About a month later, Lietenant Colonel E.S. Otis, who was escorting supply wagons along the Yellowstone a written communication that was evidently sent by the Hunkpapa chief.  “I want to know what you are doing on this road,” it said.  “You scare the buffalo away.  I want to hunt in this place. I want you to turn back from here. If you don’t, I will fight you again.”

 

Otis’ superior officer, the veteran Indian-fighter Colonel Nelson Miles, decided to meet with the chief for a talk, hoping that he could persuade Tatanka Iyotanka to go peaceably to the reservation agency.  The parley, arranged through an intermediary, began in a civil enough manner but soon degenerated into mutual angry suspicion.  “No Indian that ever lived loved the white man,” Tatanka Iyotanka declared, “and no white man that ever lived loved the Indian.”

 

The meeting broke up and there was an exchange of shots.  The soldiers, who had been the first to fire, drove the Sioux from the parley site and engaged them in a running battle that lasted for two days.  The Native Americans counterattacked vigorously, setting fire to the grass and on one occasion forcing their pursuers into a trap-like hollow.  But Colonel Miles had artillery, which he employed with skill to keep Tatanka Iyotanka’s forces from pressing too closely, and the 42-mile chase ended in a Sioux route.  In their flight, the Native Americans abandoned camp equipment, tons of meat and broken-down ponies.

In September Tatanka Iyotanka witnessed proof the looting of Custer's men would bring grief to the Sioux.  The great assembly had split up in order to hunt buffalo more efficiently.  General Crook's men attacked 37 lodges of Oglala, Brule and Miniconjou Sioux at Slim Buttes, only 30 miles from the Hunkpapa encampment on Grand River, northeast of the Black Hills.
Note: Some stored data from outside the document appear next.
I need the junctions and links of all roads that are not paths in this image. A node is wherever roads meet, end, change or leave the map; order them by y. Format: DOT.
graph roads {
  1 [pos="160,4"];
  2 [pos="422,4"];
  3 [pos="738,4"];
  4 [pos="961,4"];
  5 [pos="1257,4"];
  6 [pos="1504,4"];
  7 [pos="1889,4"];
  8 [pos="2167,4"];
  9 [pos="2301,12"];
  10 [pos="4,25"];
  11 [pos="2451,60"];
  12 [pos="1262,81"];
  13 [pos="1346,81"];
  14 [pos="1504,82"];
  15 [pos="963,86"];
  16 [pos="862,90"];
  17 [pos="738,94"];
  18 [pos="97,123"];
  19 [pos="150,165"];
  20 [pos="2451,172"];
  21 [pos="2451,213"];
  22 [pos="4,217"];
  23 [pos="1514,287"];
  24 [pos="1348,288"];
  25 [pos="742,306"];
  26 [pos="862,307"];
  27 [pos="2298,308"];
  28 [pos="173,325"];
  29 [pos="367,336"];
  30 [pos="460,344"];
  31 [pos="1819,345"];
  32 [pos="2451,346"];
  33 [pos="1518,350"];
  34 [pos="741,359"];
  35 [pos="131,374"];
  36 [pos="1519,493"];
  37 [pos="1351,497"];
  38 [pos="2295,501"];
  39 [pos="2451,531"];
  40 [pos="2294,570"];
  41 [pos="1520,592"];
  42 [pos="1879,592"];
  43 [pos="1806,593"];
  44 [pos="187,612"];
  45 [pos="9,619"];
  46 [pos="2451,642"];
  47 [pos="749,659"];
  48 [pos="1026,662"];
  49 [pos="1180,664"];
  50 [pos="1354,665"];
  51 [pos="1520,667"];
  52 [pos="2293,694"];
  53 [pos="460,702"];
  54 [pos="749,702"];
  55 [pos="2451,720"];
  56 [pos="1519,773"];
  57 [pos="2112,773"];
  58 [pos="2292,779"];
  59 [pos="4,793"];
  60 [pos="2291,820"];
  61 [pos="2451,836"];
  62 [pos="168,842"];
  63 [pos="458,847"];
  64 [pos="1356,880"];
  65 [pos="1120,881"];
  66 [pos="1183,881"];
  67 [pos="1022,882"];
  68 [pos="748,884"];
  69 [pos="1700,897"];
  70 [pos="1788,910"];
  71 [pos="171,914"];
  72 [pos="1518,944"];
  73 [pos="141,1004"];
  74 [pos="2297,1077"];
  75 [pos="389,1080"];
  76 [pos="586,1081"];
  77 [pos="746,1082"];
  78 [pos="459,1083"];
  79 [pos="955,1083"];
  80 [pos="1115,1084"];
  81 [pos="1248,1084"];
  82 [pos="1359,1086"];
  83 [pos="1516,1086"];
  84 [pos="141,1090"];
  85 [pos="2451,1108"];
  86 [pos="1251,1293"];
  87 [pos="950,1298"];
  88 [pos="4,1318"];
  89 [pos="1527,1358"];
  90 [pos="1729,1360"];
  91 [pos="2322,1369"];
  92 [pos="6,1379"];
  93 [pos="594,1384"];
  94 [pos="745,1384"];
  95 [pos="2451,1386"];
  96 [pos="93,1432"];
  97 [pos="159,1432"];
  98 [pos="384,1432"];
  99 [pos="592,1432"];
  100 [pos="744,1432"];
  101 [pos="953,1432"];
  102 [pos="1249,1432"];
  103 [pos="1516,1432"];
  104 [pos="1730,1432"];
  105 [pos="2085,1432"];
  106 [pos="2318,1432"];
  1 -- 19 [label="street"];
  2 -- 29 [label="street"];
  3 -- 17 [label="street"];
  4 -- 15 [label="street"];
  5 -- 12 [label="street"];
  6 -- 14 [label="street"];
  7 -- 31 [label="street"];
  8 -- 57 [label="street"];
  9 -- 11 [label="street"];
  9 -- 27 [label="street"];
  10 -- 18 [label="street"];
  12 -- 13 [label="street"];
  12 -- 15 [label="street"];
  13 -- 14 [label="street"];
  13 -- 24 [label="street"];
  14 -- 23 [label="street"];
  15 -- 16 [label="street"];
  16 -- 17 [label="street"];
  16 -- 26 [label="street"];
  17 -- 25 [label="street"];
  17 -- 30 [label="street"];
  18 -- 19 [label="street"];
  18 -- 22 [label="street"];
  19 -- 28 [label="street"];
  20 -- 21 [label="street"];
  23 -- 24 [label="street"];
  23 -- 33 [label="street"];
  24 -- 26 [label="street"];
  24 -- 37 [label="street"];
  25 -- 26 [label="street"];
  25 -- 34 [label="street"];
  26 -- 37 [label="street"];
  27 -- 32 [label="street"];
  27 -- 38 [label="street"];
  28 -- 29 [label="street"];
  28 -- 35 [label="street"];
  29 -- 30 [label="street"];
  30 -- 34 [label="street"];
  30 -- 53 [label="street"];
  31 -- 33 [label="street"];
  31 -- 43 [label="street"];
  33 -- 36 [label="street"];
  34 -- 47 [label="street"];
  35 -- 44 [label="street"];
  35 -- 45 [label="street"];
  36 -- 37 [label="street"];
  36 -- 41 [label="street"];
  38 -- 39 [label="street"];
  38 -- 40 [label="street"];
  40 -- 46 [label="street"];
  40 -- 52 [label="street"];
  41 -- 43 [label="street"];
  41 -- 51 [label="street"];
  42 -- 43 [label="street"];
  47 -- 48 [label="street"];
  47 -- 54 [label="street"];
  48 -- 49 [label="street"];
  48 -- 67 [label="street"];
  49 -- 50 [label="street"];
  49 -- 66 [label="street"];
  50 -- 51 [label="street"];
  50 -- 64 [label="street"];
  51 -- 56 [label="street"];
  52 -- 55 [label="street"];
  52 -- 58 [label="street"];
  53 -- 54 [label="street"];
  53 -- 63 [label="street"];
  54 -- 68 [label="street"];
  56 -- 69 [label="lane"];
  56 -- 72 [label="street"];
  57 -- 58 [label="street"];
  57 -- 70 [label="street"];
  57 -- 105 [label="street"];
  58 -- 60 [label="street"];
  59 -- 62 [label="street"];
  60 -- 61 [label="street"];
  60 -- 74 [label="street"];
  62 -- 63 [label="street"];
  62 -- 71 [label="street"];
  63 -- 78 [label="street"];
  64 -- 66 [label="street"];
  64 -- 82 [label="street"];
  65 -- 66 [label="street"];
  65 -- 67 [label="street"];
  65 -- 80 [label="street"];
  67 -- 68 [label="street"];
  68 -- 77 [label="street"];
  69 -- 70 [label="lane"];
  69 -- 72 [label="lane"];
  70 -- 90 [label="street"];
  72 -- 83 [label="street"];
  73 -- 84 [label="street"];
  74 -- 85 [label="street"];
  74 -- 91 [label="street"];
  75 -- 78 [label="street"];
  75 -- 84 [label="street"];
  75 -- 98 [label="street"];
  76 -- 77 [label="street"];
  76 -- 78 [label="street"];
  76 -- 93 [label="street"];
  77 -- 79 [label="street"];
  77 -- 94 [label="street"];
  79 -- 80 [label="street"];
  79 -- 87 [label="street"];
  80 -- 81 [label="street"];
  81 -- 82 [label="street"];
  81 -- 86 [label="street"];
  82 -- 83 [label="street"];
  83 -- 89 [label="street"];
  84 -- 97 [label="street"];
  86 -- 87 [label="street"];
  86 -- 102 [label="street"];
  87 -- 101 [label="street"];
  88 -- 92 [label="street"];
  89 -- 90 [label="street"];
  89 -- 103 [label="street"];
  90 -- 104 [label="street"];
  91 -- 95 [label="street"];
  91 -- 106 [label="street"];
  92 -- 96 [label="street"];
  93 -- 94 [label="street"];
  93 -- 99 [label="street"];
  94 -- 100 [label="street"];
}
By the time Tatanka Iyotanka arrived at the campsite with a relief force, it was to late! The village had been destroyed! There were many corpses—young men, old men, and women, children, babies—and the soldiers had also scalped some of the Native American dead.  At Slim Buttes, the army recovered much of Custer property, including the 7th Cavalry’s once-proud Guideon.

   

On October 27, a discouraged group of Miniconjou and Sans Arc chiefs approached Miles and attempted to surrender with 2,000 of their people. Miles, however, was not able to feed so large a number.  Instead, he accepted five chiefs as hostages against the guarantee that the Sioux bands would turn themselves in at the Cheyenne River Agency.  On November 30, about 40 lodges of Native Americans—the immediate following of the five chiefs—gave themselves up. The rest of them joined Crazy Horse.

 

The Sioux at the agency signed documents relinquishing all claims to the Black Hills and the Powder River country—about a third of the lands that had been guaranteed to them. They had little choice: Congress had ordered the suspension of rations and other subsistence until the Native American bowed to the white demands.

 

Even Crazy Horse, the brilliant Oglala leader, decided that the war was hopeless.  He surrendered, although he did so with characteristic panache.  He and perhaps 1,500 followers rode into the reservation the following spring decked out in war paint and feathers, carrying their shields and weapons in plain view and singing their war songs.  It was a hollow gesture.  Later that year, the authorities, hearing rumors that Crazy Horse was planning to make trouble again, ordered him to be locked up in the Fort Robinson guardhouse.  When soldiers tried to seize him, the war chief resisted.  He was stabbed in the abdomen with a bayonet and died a few hours later.

 

The Sioux emerged the victors in their battles with U. S. troops, but though they might win battle after battle, they could never win the war.  They depended on the buffalo for their livelihood, and the buffalo, under the steady encroachment of whites, were rapidly becoming extinct.  The Lakota were finally forced by hunger and firearms  to go to white man’s reservations and given a deadline of January 31, 1877 to surrender. Anyone who did not comply was considered hostile.